FAPE, which was founded in 1986, is remarkable less for its mission (to give permanent artworks to US embassies) and more for the caliber of contemporary artists who agree to create works for just the price of fabrication. In the past five years, a Joel Shapiro was installed in Guangzhou, a Lynda Benglis went to Mumbai, an Ellsworth Kelly went to Beijing, and a Sol LeWitt went to Berlin, among others. This is, in large part, due to the efforts of Robert Storr, who chairs FAPE’s volunteer advisory committee and also happens to be the dean of the Yale School of Art.
Besides these site-specific commissions, FAPE has also built original print and photography collections that contain works from Frank Stella, Jasper Johns, Julie Mehretu, and many other familiar names. This summer, the first comprehensive exhibition of all of FAPE’s efforts will be on view at the Museum at Guild Hall in East Hampton, from June 21 through July 27.

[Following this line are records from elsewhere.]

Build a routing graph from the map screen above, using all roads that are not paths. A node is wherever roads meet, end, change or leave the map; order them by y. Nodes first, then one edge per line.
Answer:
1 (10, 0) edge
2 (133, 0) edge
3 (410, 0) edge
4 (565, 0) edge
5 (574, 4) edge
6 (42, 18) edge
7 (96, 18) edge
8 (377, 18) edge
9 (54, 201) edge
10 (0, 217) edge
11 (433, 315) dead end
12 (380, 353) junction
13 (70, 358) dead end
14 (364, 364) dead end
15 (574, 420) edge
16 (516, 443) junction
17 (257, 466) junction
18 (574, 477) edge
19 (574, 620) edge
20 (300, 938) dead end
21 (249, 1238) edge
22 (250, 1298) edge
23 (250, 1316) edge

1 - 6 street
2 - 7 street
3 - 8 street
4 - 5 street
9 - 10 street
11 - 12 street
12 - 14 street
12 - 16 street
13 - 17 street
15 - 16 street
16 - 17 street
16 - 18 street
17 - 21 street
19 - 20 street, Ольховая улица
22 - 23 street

Recent acquisitions, like Carrie Mae Weems’s 2014 photograph “Echoes For Marian,” which pictures the artist standing in front of the Lincoln Memorial, will be on view, but FAPE’s real work is, of course, spread across embassies around the world, where the artworks are experienced on a day-to-day basis by bureaucrats, not museum-goers. FAPE hopes to organize a trip down to Jamaica during Art Basel Miami so art-worlders can get a glimpse of Rockburne’s mural, but for now at least, the work mostly exists for the benefit of those working away in the consulate.
“When I was a kid I read this quote by Leonardo DaVinci, who said, ‘Don’t copy nature. Copy the ways of nature,’” Rockburne told me over dinner. “And I really took that to my heart a very long time ago, and that’s actually what I’m doing.”